Auch sozial hat die Kündigungsinitiative viel Zerstörungspotenzial. Das Ende der Personenfreizügigkeit könnte das unmenschliche Saisonnier-Statut wieder aufs Tapet bringen, welches Familien auseinanderriss und ausländische Arbeiterinnen und Arbeiter der Ausbeutung auslieferte. Erst das Freizügigkeitsabkommen von 2002 hat dieses System überwunden und alle Arbeitnehmenden mit gleichen Rechten ausgestattet. Inländische Arbeitnehmende haben ebenso stark davon profitiert. Denn das Abkommen schuf den Hebel, um Lohndumping nicht nur von ausländischen, sondern vor allem auch von schweizerischen Arbeitgebenden zu unterbinden. Ohne das Abkommen mit der EU gäbe es keine flankierenden Massnahmen. Es gäbe konkret keine regelmässigen Kontrollen der Einhaltung schweizerischer Arbeits- und Lohnbedingungen. Und es gäbe weniger Gesamtarbeitsverträge und höhere Hürden für deren Allgemeinverbindlichkeit.

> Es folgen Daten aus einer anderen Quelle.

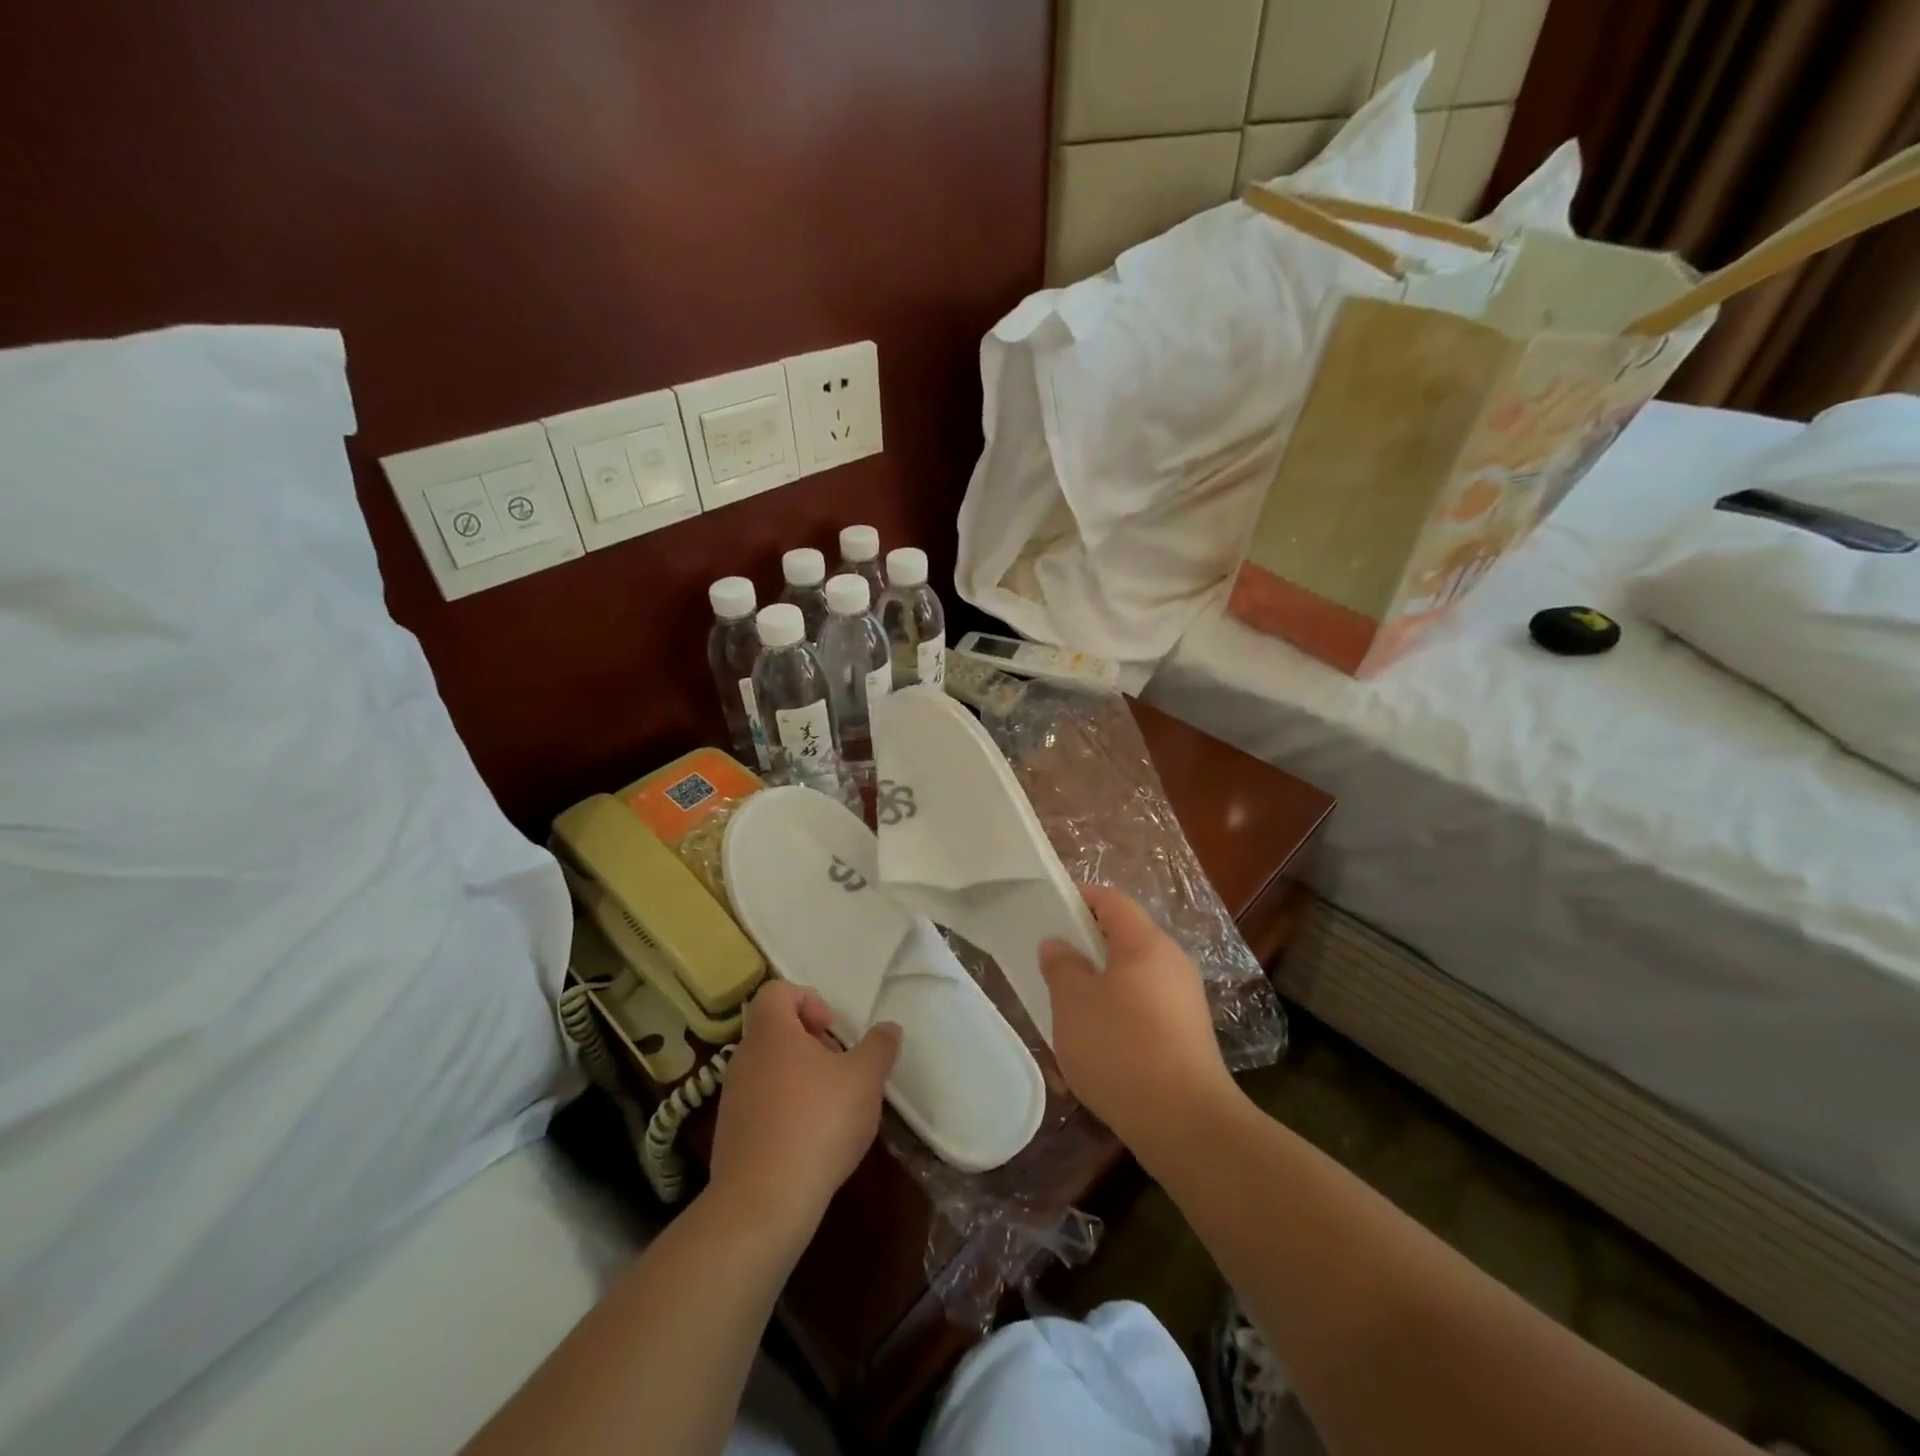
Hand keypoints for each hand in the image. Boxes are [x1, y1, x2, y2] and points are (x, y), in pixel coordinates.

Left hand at [708, 981, 899, 1235]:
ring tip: (830, 1107)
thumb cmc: (818, 1123)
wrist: (763, 1203)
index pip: (776, 992)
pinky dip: (784, 1111)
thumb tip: (888, 1028)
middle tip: (840, 1067)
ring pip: (768, 1069)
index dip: (807, 1000)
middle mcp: (744, 1058)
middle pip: (774, 1031)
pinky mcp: (729, 1135)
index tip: (832, 1029)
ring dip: (799, 1078)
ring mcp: (732, 1098)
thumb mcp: (865, 1079)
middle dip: (810, 1043)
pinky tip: (810, 1140)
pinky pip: (760, 1105)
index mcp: (771, 1032)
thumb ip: (879, 1047)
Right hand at [1039, 886, 1237, 1154]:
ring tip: (1069, 1010)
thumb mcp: (1073, 1002)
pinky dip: (1119, 1016)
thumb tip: (1058, 944)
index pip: (1112, 900)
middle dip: (1087, 947)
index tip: (1050, 910)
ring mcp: (1185, 1001)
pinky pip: (1145, 1010)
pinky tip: (1097, 1047)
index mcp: (1146, 943)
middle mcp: (1172, 963)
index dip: (1080, 898)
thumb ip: (1061, 966)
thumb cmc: (1121, 1047)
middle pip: (1125, 939)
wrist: (1185, 1122)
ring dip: (1101, 986)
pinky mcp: (1188, 1037)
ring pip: (1133, 978)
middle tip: (1053, 964)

Dass in der Schweiz gerade die tiefen Löhne in den letzten Jahren überdurchschnittlich gestiegen sind und wir keinen riesigen Tieflohnsektor kennen, ist das Verdienst der Kombination aus Offenheit und sozialem Schutz. Diese Politik sichert Arbeitsplätze sowie ein Lohn- und Arbeitsrecht, das vor Missbrauch und Lohndumping schützt. Gerade in der Krise dürfen wir diese Sicherheiten nicht aufs Spiel setzen. Die Kündigung der Personenfreizügigkeit wäre das Ende des bilateralen Wegs und des schweizerischen Lohnschutzes. Es gibt genug Gründe, diese Welle von rechts zu stoppen. Mit einem Nein am 27. September schaffen wir das.

Dieser Text ist am 26. Mai 2020 als Kolumne in der Südostschweiz erschienen.